In Swift 4 & Swift 5
This code will also remove trailing new lines.
It works based on a Character struct's method .isWhitespace
var trailingSpacesTrimmed: String {
var newString = self
while newString.last?.isWhitespace == true {
newString = String(newString.dropLast())
}
return newString
}
This short Swift 3 extension of string uses the .anchored and .backwards option of rangeOfCharacter and then calls itself recursively if it needs to loop. Because the compiler is expecting a CharacterSet as the parameter, you can just supply the static when calling, e.g. "1234 ".trailing(.whitespaces) will return "1234". (I've not done timings, but would expect faster than regex.)
extension String {
func trailingTrim(_ characterSet : CharacterSet) -> String {
if let range = rangeOfCharacter(from: characterSet, options: [.anchored, .backwards]) {
return self.substring(to: range.lowerBound).trailingTrim(characterSet)
}
return self
}
}
In Foundation you can get ranges of indices matching a regular expression. You can also replace subranges. Combining this, we get:
import Foundation
extension String {
func trimTrailingWhitespace() -> String {
if let trailingWs = self.range(of: "\\s+$", options: .regularExpression) {
return self.replacingCharacters(in: trailingWs, with: "")
} else {
return self
}
}
}
You can also have a mutating version of this:
import Foundation
extension String {
mutating func trimTrailingWhitespace() {
if let trailingWs = self.range(of: "\\s+$", options: .regularExpression) {
self.replaceSubrange(trailingWs, with: "")
}
}
}
If we match against \s* (as Martin R. did at first) we can skip the if let guard and force-unwrap the optional since there will always be a match. I think this is nicer since it's obviously safe, and remains safe if you change the regexp. I did not think about performance.

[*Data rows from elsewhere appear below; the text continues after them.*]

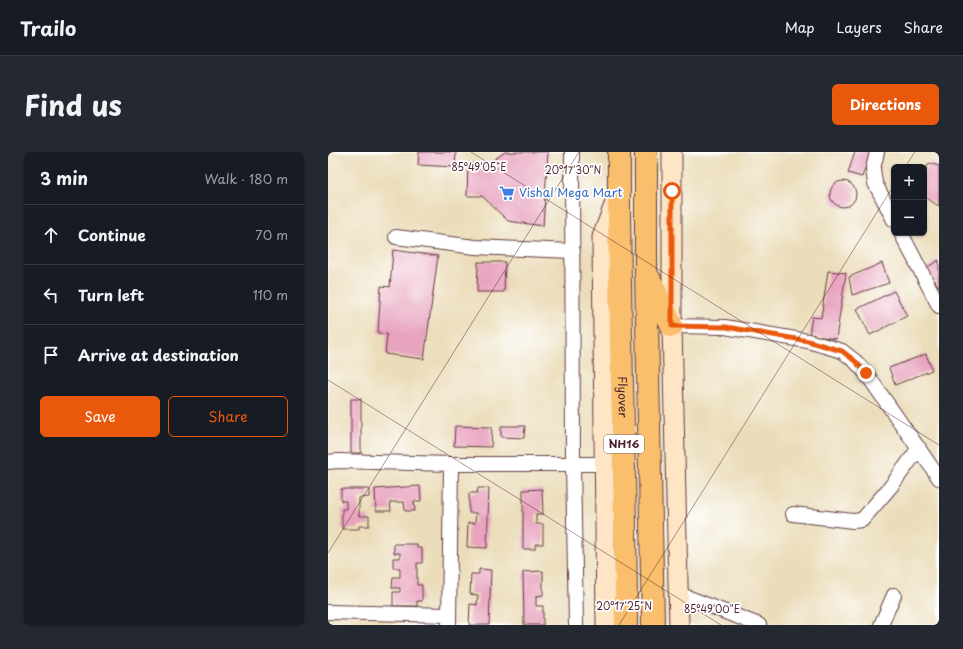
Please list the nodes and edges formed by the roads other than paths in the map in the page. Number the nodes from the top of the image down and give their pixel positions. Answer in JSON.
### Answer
{"nodes":[{"id":1,"x":572,"y":152,"type":"edge"},
{"id":2,"x":619,"y":152,"type":"edge"},
{"id":3,"x":646,"y":152,"type":"edge"},
{"id":4,"x":672,"y":152,"type":"edge"},
{"id":5,"x":877,"y":152,"type":"edge"},
{"id":6,"x":619,"y":193,"type":"junction"},
{"id":7,"x":891,"y":214,"type":"edge"},
{"id":8,"x":903,"y":236,"type":"edge"},
{"id":9,"x":396,"y":237,"type":"dead end"},
{"id":10,"x":573,"y":251,"type":"junction"},
{"id":11,"x":646,"y":272,"type":"junction"},
{"id":12,"x":938,"y":303,"type":"edge"},
{"id":13,"x":672,"y":326,"type":"junction"},
{"id":14,"x":919,"y":448,"type":"junction"},
{"id":15,"x":328,"y":462,"type":"edge"},
{"id":16,"x":451,"y":464,"type":"junction"},
{"id":17,"x":573,"y":464,"type":"junction"},
{"id":18,"x":604,"y":464,"type":"junction"},
{"id":19,"x":939,"y":478,"type":"edge"},
{"id":20,"x":793,"y":514,"type":"dead end"},
{"id":21,"x":679,"y":594,"type":"junction"},
{"id":22,"x":894,"y":595,"type":"dead end"},
{"id":23,"x":328,"y":612,"type":"edge"},
{"id":24,"x":449,"y":620,"type":"edge"},
{"id":25,"x":576,"y":625,"type":"edge"},
{"id":26,"x":606,"y":625,"type":"edge"},
{"id":27,"x":626,"y":625,"type":"edge"},
{"id":28,"x":653,"y":625,"type":"edge"},
{"id":29,"x":679,"y":625,"type":"edge"},
{"id":30,"x":759,"y":625,"type":"edge"},
{"id":31,"x":881,"y":625,"type":"edge"}],
"edges":[{"from":1,"to":10,"type":"street"},
{"from":2,"to":6,"type":"highway","number":"NH16"},
{"from":3,"to":11,"type":"highway","number":"NH16"},
{"from":4,"to":13,"type":"street"},
{"from":5,"to":7,"type":"street"},
{"from":6,"to":18,"type":"street"},
{"from":6,"to":27,"type":"highway","name":"Flyover","number":"NH16"},
{"from":8,"to":12,"type":"street"},
{"from":9,"to":10,"type":"street"},
{"from":10,"to":17,"type":"street"},
{"from":11,"to":13,"type":"highway"},
{"from":11,"to":28,"type":"highway","number":"NH16"},
{"from":13,"to":14,"type":"street"},
{"from":13,"to":21,"type":"street"},
{"from":14,"to":19,"type":"street"},
{"from":14,"to":20,"type":"street"},
{"from":15,"to":16,"type":"street"},
{"from":16,"to":17,"type":"street"},
{"from":16,"to":24,"type":"street"},
{"from":17,"to":18,"type":"street"},
{"from":17,"to":25,"type":"street"},
{"from":18,"to":26,"type":"street"},
{"from":21,"to":29,"type":"street"},
{"from":21,"to":30,"type":"street"},
{"from":22,"to":31,"type":"street"},
{"from":23,"to":24,"type":"street"}]}
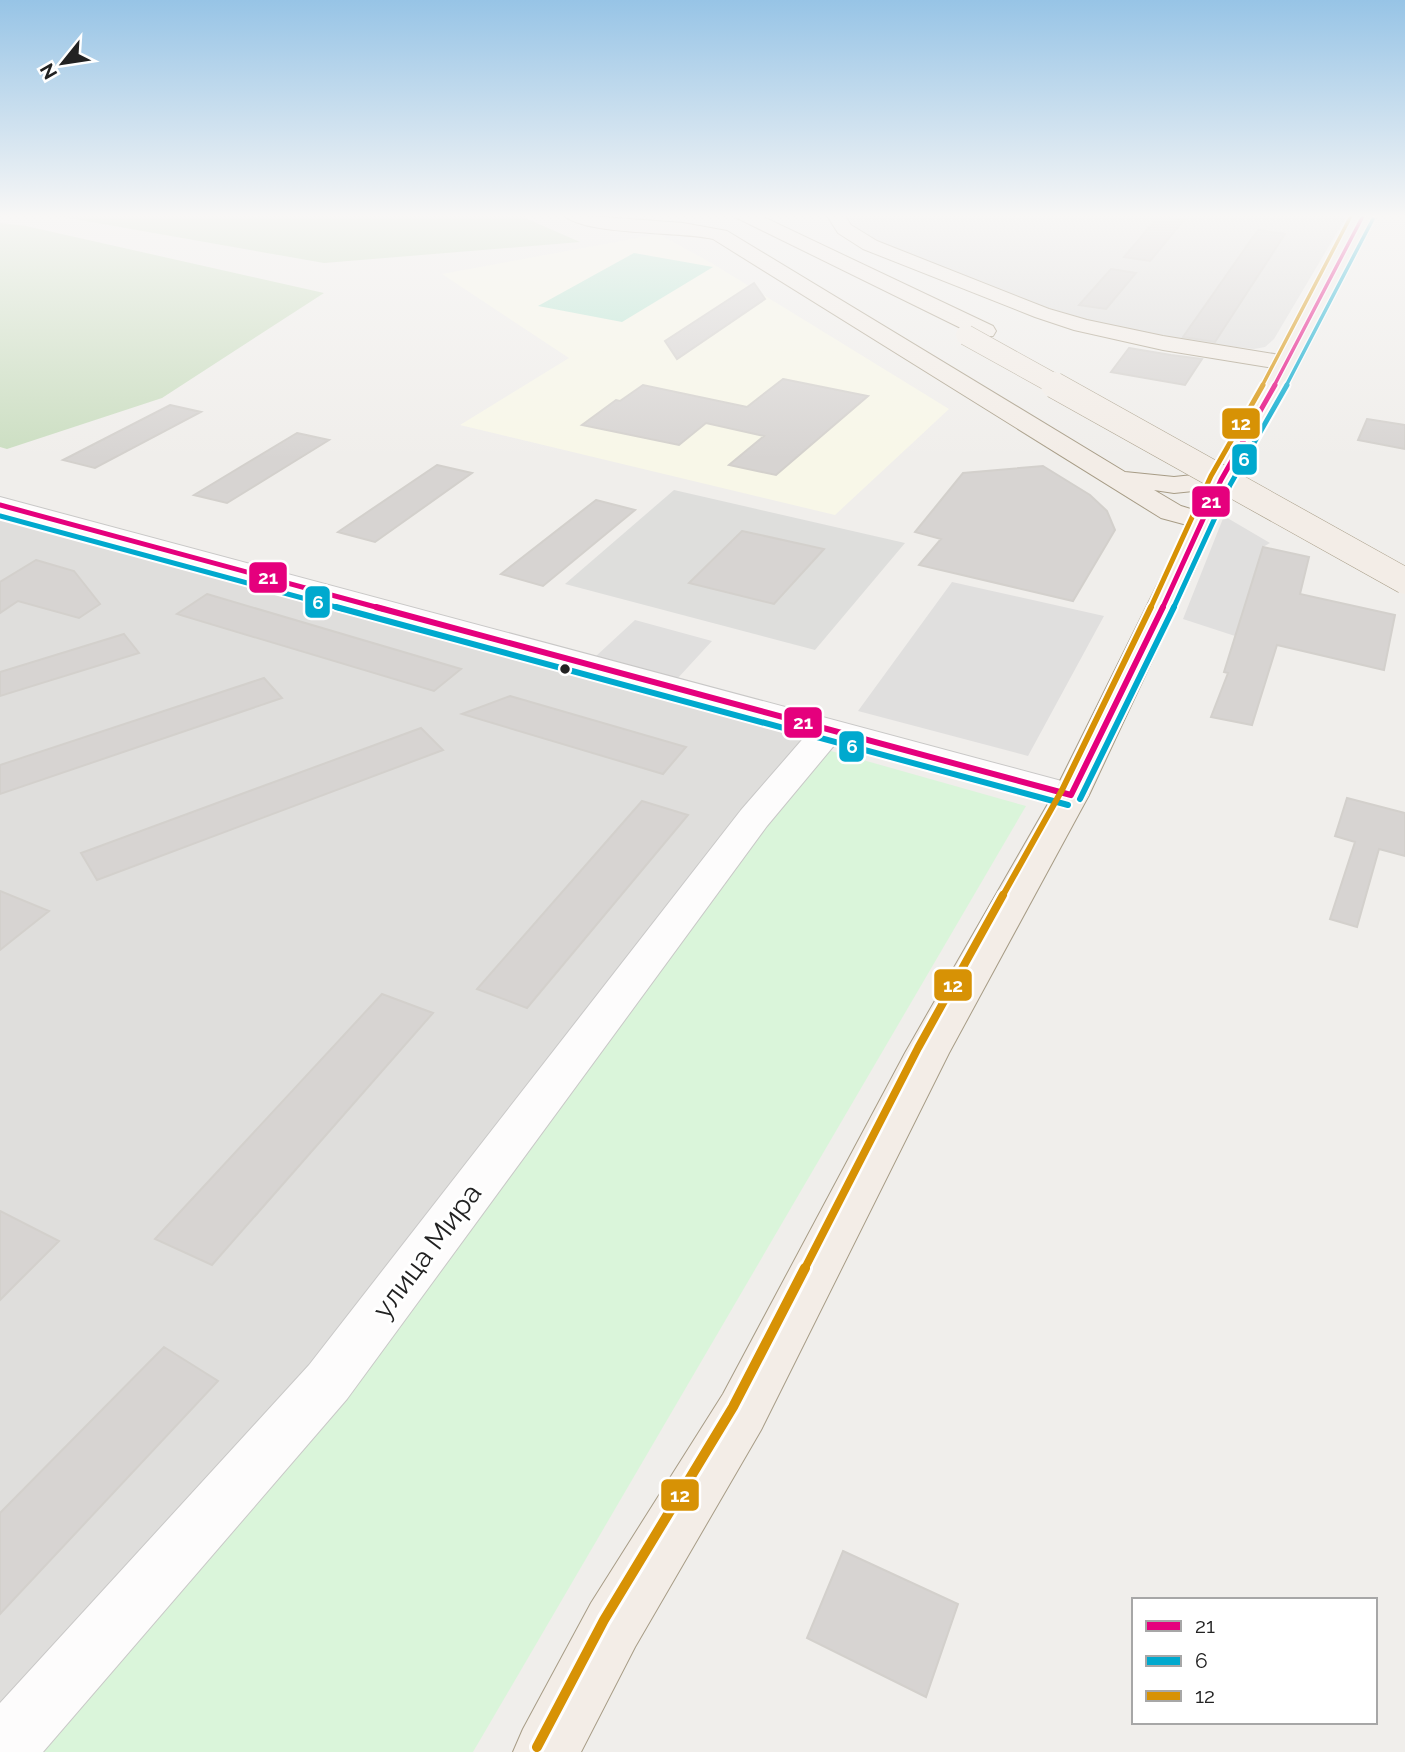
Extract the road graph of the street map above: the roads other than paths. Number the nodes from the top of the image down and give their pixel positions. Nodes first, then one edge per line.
1 (819, 296) edge
2 (898, 296) edge
3 (902, 296) edge
4 (999, 296) edge
5 (1322, 296) edge
6 (975, 333) junction
7 (1287, 363) junction
8 (1103, 471) junction
9 (1221, 480) junction
10 (0, 505) edge
11 (1203, 521) junction
12 (1405, 561) edge
13 (1405, 581) edge
14 (829, 730) junction
15 (1071, 795) junction
16 (0, 1752) edge
17 (546, 1752) edge

1 - 8 main road
2 - 6 main road
3 - 6 main road
4 - 7 main road
5 - 7 main road
6 - 12 main road
6 - 13 main road, bridge
7 - 9 main road
8 - 9 main road
8 - 11 main road
9 - 11 main road
10 - 14 street
11 - 15 main road
14 - 15 street
14 - 16 street, улица Мира
15 - 17 main road

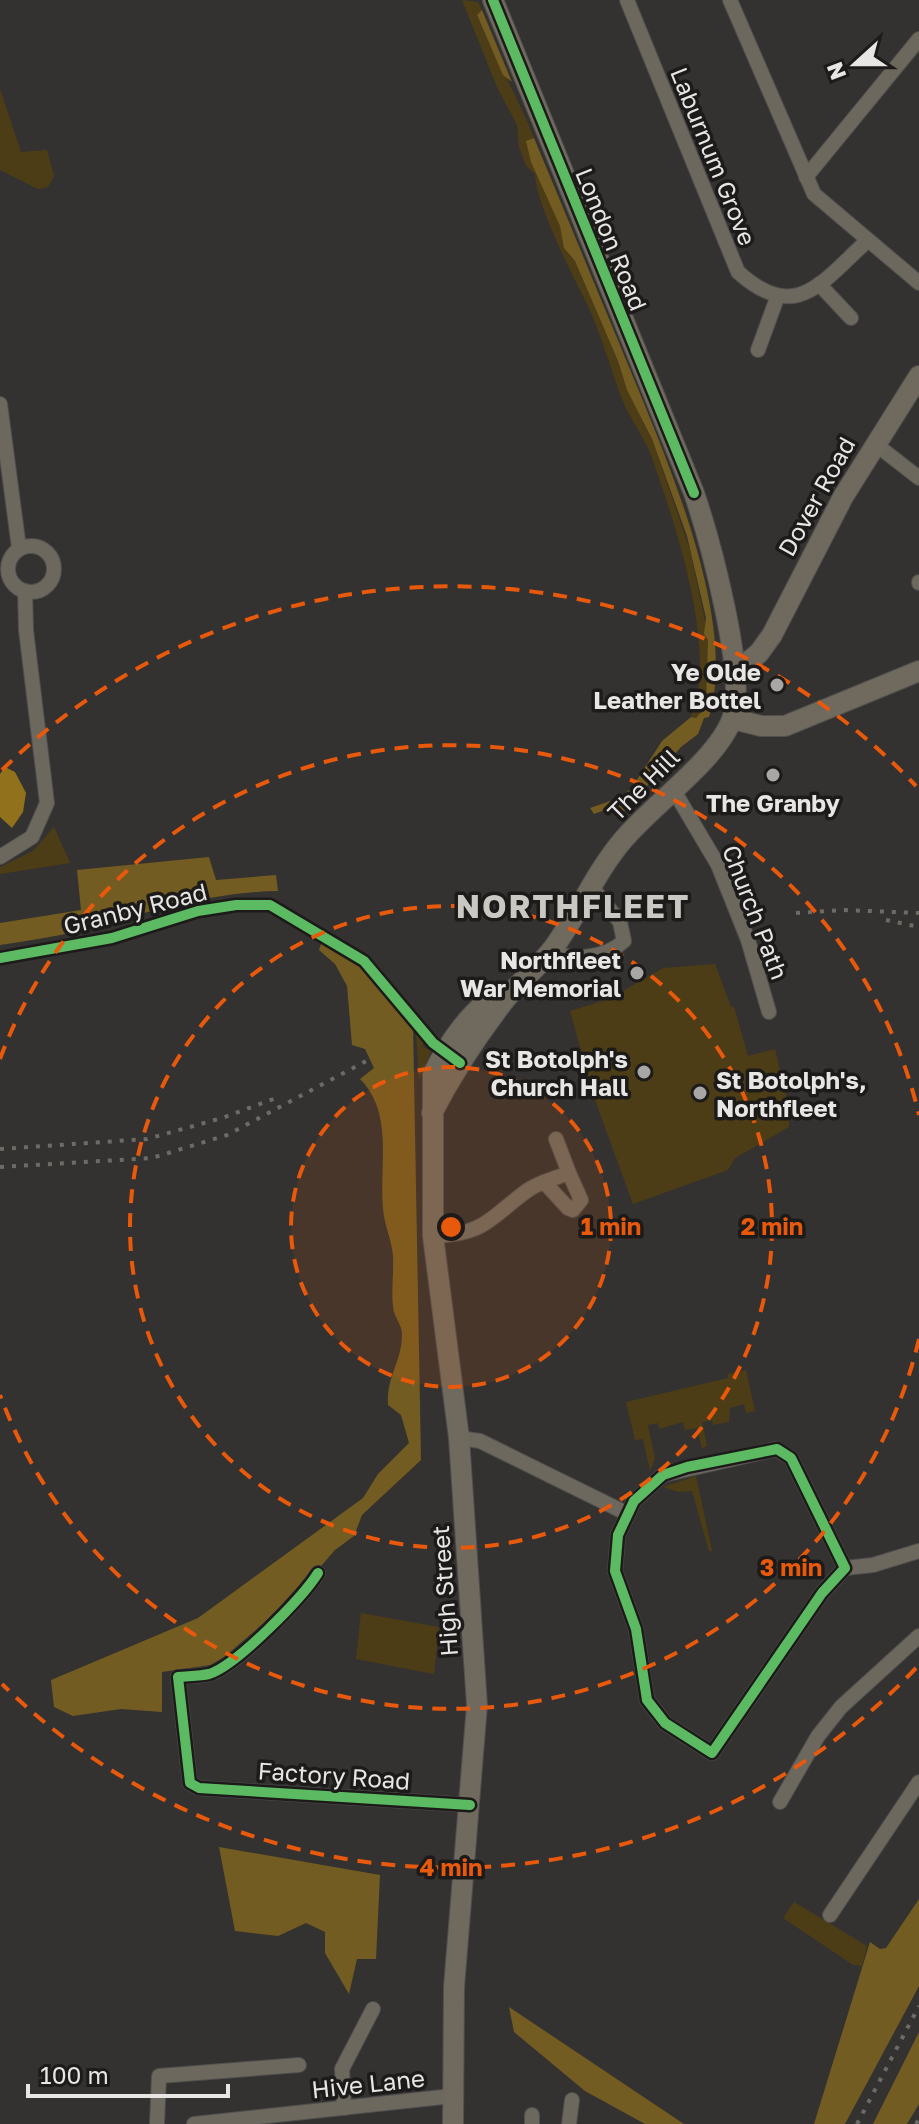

Handy String extension In Swift 4
extension String {
func trimmingTrailingSpaces() -> String {
var t = self
while t.hasSuffix(" ") {
t = "" + t.dropLast()
}
return t
}
mutating func trimmedTrailingSpaces() {
self = self.trimmingTrailingSpaces()
}
}
Swift 4
extension String {
var trimmingTrailingSpaces: String {
if let range = rangeOfCharacter(from: .whitespacesAndNewlines, options: [.anchored, .backwards]) {
return String(self[..<range.lowerBound]).trimmingTrailingSpaces
}
return self
}
}
Demosthese's answer is a useful solution to the problem, but it's not particularly efficient. This is an upgrade to their answer, extending StringProtocol instead, and utilizing Substring to remove the need for repeated copying.
extension StringProtocol {
#inline(__always)
var trailingSpacesTrimmed: Self.SubSequence {
var view = self[...]
while view.last?.isWhitespace == true {
view = view.dropLast()
}
return view
}
}
No need to create a new string when dropping from the end each time.
extension String {
func trimRight() -> String {
String(reversed().drop { $0.isWhitespace }.reversed())
}
}
This operates on the collection and only converts the result back into a string once.
It's a little bit hacky :D
let message = " example "
var trimmed = ("s" + message).trimmingCharacters(in: .whitespacesAndNewlines)
trimmed = trimmed.substring(from: trimmed.index(after: trimmed.startIndex))
Without regular expression there is not direct way to achieve that.Alternatively you can use the below function to achieve your required result :
func removeTrailingSpaces(with spaces : String) -> String{
var spaceCount = 0
for characters in spaces.characters{
if characters == " "{
print("Space Encountered")
spaceCount = spaceCount + 1
}else{
break;
}
}
var finalString = ""
let duplicateString = spaces.replacingOccurrences(of: " ", with: "")
while spaceCount != 0 {
finalString = finalString + " "
spaceCount = spaceCount - 1
}
return (finalString + duplicateString)
}
You can use this function by following way :-
let str = " Himanshu "
print(removeTrailingSpaces(with : str))
One line solution with Swift 4 & 5
As a beginner in Swift and iOS programming I really like #demosthese's solution above with the while loop as it's very easy to understand. However the example code seems longer than necessary. The following uses essentially the same logic but implements it as a single line while loop.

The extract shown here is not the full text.